START RECORDS SHOWN
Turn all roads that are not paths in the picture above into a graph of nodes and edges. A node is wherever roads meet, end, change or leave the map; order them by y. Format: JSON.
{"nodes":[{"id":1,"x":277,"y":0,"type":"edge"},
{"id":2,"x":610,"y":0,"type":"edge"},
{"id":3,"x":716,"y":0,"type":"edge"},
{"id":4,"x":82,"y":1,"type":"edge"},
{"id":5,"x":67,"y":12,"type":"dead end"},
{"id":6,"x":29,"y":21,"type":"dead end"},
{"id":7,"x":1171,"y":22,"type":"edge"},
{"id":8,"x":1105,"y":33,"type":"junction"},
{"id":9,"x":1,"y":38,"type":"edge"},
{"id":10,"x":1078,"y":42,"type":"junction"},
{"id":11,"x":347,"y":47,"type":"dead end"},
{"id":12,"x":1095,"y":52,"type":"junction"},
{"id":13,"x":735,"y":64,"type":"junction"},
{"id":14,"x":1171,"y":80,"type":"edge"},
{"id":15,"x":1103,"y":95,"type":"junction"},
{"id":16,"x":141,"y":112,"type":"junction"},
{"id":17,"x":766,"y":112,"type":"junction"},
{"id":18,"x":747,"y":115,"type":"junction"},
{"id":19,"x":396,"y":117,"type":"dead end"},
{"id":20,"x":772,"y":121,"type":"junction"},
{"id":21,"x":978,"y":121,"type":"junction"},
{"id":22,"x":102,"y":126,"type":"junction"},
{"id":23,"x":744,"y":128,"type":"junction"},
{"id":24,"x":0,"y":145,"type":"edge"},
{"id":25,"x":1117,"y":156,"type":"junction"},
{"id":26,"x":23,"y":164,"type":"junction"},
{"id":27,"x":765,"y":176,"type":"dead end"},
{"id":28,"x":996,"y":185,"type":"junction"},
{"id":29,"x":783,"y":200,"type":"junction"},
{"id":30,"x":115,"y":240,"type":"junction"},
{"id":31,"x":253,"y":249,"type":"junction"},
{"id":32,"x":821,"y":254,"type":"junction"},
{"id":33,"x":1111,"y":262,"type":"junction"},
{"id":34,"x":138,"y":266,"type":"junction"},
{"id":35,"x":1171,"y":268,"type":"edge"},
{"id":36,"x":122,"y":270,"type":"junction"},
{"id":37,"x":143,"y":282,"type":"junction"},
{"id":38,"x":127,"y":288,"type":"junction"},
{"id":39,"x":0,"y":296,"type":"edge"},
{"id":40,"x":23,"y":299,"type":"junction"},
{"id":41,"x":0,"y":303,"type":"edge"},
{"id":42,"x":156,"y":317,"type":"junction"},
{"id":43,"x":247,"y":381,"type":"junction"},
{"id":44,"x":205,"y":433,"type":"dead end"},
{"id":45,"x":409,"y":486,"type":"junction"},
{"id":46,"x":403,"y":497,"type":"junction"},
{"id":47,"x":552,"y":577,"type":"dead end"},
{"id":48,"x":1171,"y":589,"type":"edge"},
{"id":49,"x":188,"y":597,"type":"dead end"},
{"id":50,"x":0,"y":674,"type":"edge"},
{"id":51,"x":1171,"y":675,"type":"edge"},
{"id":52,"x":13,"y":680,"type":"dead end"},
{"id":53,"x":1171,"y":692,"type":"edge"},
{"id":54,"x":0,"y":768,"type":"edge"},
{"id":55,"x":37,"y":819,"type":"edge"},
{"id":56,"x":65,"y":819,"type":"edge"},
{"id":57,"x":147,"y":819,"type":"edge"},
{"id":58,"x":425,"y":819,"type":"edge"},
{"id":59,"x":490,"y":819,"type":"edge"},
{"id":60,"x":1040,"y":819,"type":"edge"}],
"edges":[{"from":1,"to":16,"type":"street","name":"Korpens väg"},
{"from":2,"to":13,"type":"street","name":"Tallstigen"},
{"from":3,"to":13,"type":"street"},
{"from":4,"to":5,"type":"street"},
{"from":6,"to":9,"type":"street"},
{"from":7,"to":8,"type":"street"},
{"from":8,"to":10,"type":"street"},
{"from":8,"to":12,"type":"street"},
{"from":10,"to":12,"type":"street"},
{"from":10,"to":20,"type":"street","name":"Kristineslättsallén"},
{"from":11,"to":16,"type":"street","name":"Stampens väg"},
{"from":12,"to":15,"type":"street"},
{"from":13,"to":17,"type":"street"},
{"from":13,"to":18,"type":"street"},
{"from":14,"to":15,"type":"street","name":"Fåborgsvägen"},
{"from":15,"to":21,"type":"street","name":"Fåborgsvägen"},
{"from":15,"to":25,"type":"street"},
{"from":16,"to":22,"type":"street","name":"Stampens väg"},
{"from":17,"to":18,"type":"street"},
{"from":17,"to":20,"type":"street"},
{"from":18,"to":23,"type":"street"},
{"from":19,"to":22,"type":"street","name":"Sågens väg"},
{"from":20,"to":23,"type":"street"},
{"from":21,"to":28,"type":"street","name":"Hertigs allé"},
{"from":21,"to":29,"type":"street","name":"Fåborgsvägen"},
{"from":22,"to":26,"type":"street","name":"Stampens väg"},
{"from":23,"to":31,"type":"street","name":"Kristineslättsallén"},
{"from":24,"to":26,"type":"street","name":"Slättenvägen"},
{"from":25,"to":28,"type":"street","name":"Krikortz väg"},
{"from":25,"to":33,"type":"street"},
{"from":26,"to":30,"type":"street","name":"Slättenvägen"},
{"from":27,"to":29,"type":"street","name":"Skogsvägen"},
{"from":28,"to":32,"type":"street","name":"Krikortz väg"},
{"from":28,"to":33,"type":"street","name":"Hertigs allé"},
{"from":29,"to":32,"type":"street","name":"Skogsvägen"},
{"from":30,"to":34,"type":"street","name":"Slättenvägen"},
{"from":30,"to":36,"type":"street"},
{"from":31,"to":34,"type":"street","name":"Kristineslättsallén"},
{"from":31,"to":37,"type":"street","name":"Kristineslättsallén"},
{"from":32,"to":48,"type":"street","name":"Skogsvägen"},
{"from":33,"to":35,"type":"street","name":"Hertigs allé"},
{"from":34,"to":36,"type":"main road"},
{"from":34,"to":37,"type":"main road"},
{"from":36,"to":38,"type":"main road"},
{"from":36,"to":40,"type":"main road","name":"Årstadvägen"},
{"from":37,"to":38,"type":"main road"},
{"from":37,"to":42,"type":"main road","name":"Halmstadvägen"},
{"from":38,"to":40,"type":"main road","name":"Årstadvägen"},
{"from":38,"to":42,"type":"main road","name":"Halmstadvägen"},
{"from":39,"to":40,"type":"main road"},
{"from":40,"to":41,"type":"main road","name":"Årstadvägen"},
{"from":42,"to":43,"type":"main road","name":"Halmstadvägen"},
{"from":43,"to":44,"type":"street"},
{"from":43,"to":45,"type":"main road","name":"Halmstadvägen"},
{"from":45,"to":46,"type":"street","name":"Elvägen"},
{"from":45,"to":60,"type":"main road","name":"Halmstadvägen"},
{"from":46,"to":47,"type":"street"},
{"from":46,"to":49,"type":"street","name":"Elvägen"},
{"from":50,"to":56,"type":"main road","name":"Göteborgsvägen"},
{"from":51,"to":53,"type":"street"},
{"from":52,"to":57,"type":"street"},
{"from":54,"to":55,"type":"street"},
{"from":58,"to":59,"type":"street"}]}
END RECORDS SHOWN
WHAT NEEDS TO BE DONE: Nothing in the records should be left out; write all of them out again exactly.

TASK SOLUTION:
Turn all roads that are not paths in the picture above into a graph of nodes and edges. A node is wherever roads meet, end, change or leave the map; order them by y. Format: JSON.
{"nodes":[{"id":1,"x":277,"y":0,"type":"edge"},
{"id":2,"x":610,"y":0,"type":"edge"},
{"id":3,"x":716,"y":0,"type":"edge"},
{"id":4,"x":82,"y":1,"type":"edge"},
{"id":5,"x":67,"y":12,"type":"dead end"},
{"id":6,"x":29,"y":21,"type":"dead end"},
{"id":7,"x":1171,"y":22,"type":"edge"},
{"id":8,"x":1105,"y":33,"type":"junction"},
{"id":9,"x":1,"y":38,"type":"edge"},
{"id":10,"x":1078,"y":42,"type":"junction"},
{"id":11,"x":347,"y":47,"type":"dead end"},
{"id":12,"x":1095,"y":52,"type":"junction"},
{"id":13,"x":735,"y":64,"type":"junction"},
{"id":14,"x":1171,"y":80,"type":"edge"},
{"id":15,"x":1103,"y":95,"type":"junction"},
{"id":16,"x":141,"y":112,"type":"junction"},
{"id":17,"x":766,"y":112,"type":"junction"},
{"id":18,"x":747,"y":115,"type":"junction"},
{"id":19,"x":396,"y":117,"type":"dead end"},
{"id":20,"x":772,"y":121,"type":"junction"},
{"id":21,"x":978,"y":121,"type":"junction"},
{"id":22,"x":102,"y":126,"type":"junction"},
{"id":23,"x":744,"y":128,"type":"junction"},
{"id":24,"x":0,"y":145,"type":"edge"},
{"id":25,"x":1117,"y":156,"type":"junction"},
{"id":26,"x":23,"y":164,"type":"junction"},
{"id":27,"x":765,"y":176,"type":"dead end"},
{"id":28,"x":996,"y":185,"type":"junction"},
{"id":29,"x":783,"y":200,"type":"junction"},
{"id":30,"x":115,"y":240,"type":"junction"},
{"id":31,"x":253,"y":249,"type":"junction"},
{"id":32,"x":821,"y":254,"type":"junction"},
{"id":33,"x":1111,"y":262,"type":"junction"},
{"id":34,"x":138,"y":266,"type":"junction"},
{"id":35,"x":1171,"y":268,"type":"edge"},
{"id":36,"x":122,"y":270,"type":"junction"},
{"id":37,"x":143,"y":282,"type":"junction"},
{"id":38,"x":127,"y":288,"type":"junction"},
{"id":39,"x":0,"y":296,"type":"edge"},
{"id":40,"x":23,"y":299,"type":"junction"},
{"id":41,"x":0,"y":303,"type":"edge"},
{"id":42,"x":156,"y":317,"type":"junction"},
{"id":43,"x":247,"y":381,"type":"junction"},
{"id":44,"x":205,"y":433,"type":"dead end"},
{"id":45,"x":409,"y":486,"type":"junction"},
{"id":46,"x":403,"y":497,"type":"junction"},
{"id":47,"x":552,"y":577,"type":"dead end"},
{"id":48,"x":1171,"y":589,"type":"edge"},
{"id":49,"x":188,"y":597,"type":"dead end"},
{"id":50,"x":0,"y":674,"type":"edge"},
{"id":51,"x":1171,"y":675,"type":"edge"},
{"id":52,"x":13,"y":680,"type":"dead end"},
{"id":53,"x":1171,"y":692,"type":"edge"},
{"id":54,"x":0,"y":768,"type":"edge"},
{"id":55,"x":37,"y":819,"type":"edge"},
{"id":56,"x":65,"y":819,"type":"edge"},
{"id":57,"x":147,"y":819,"type":"edge"},
{"id":58,"x":425,"y":819,"type":"edge"},
{"id":59,"x":490,"y":819,"type":"edge"},
{"id":60,"x":1040,"y":819,"type":"edge"}],
"edges":[{"from":1,"to":16,"type":"street","name":"Korpens väg"},
{"from":2,"to":13,"type":"street","name":"Tallstigen"},
{"from":3,"to":13,"type":"street"},
{"from":4,"to":5,"type":"street"},
{"from":6,"to":9,"type":"street"},
{"from":7,"to":8,"type":"street"},
{"from":8,"to":10,"type":"street"},
{"from":8,"to":12,"type":"street"},
{"from":10,"to":12,"type":"street"},
{"from":10,"to":20,"type":"street","name":"Kristineslättsallén"},
{"from":11,"to":16,"type":"street","name":"Stampens väg"},
{"from":12,"to":15,"type":"street"},
{"from":13,"to":17,"type":"street"},
{"from":13,"to":18,"type":"street"},
{"from":14,"to":15,"type":"street","name":"Fåborgsvägen"},
{"from":15,"to":21,"type":"street","name":"Fåborgsvägen"},
{"from":15,"to":25,"type":"street"},
{"from":16,"to":22,"type":"street","name":"Stampens väg"},
{"from":17,"to":18,"type":"street"},
{"from":17,"to":20,"type":"street"},
{"from":18,"to":23,"type":"street"},
{"from":19,"to":22,"type":"street","name":"Sågens väg"},
{"from":20,"to":23,"type":"street"},
{"from":21,"to":28,"type":"street","name":"Hertigs allé"},
{"from":21,"to":29,"type":"street","name":"Fåborgsvägen"},
{"from":22,"to":26,"type":"street","name":"Stampens väg"},
{"from":23,"to":31,"type":"street","name":"Kristineslättsallén"},
{"from":24,"to":26,"type":"street","name":"Slättenvägen"},
{"from":25,"to":28,"type":"street","name":"Krikortz väg"},
{"from":25,"to":33,"type":"street"},
{"from":26,"to":30,"type":"street","name":"Slättenvägen"},
{"from":27,"to":29,"type":"street","name":"Skogsvägen"},
{"from":28,"to":32,"type":"street","name":"Krikortz väg"},
{"from":28,"to":33,"type":"street","name":"Hertigs allé"},
{"from":29,"to":32,"type":"street","name":"Skogsvägen"},
{"from":30,"to":34,"type":"street","name":"Slättenvägen"},
{"from":30,"to":36,"type":"street"},
{"from":31,"to":34,"type":"street","name":"Kristineslättsallén"},
{"from":31,"to":37,"type":"street","name":"Kristineslättsallén"},
{"from":32,"to":48,"type":"street","name":"Skogsvägen"},
{"from":33,"to":35,"type":"street","name":"Hertigs allé"},
{"from":34,"to":36,"type":"main road"},
{"from":34,"to":37,"type":"main road"},
{"from":36,"to":38,"type":"main road"},
{"from":36,"to":40,"type":"main road","name":"Årstadvägen"},
{"from":37,"to":38,"type":"main road"},
{"from":37,"to":42,"type":"main road","name":"Halmstadvägen"},
{"from":38,"to":40,"type":"main road","name":"Årstadvägen"},
{"from":38,"to":42,"type":"main road","name":"Halmstadvägen"},
{"from":39,"to":40,"type":"main road"},
{"from":40,"to":41,"type":"main road","name":"Årstadvägen"},
{"from":42,"to":43,"type":"main road","name":"Halmstadvägen"},
{"from":43,"to":44,"type":"street"},
{"from":43,"to":45,"type":"main road","name":"Halmstadvägen"},
{"from":45,"to":46,"type":"street","name":"Elvägen"},
{"from":45,"to":60,"type":"main road","name":"Halmstadvägen"},
{"from":46,"to":47,"type":"street"},
{"from":46,"to":49,"type":"street","name":"Elvägen"},
{"from":50,"to":56,"type":"main road","name":"Göteborgsvägen"},
{"from":51,"to":53,"type":"street"},
{"from":52,"to":57,"type":"street"},
{"from":54,"to":55,"type":"street"},
{"from":58,"to":59,"type":"street"}]}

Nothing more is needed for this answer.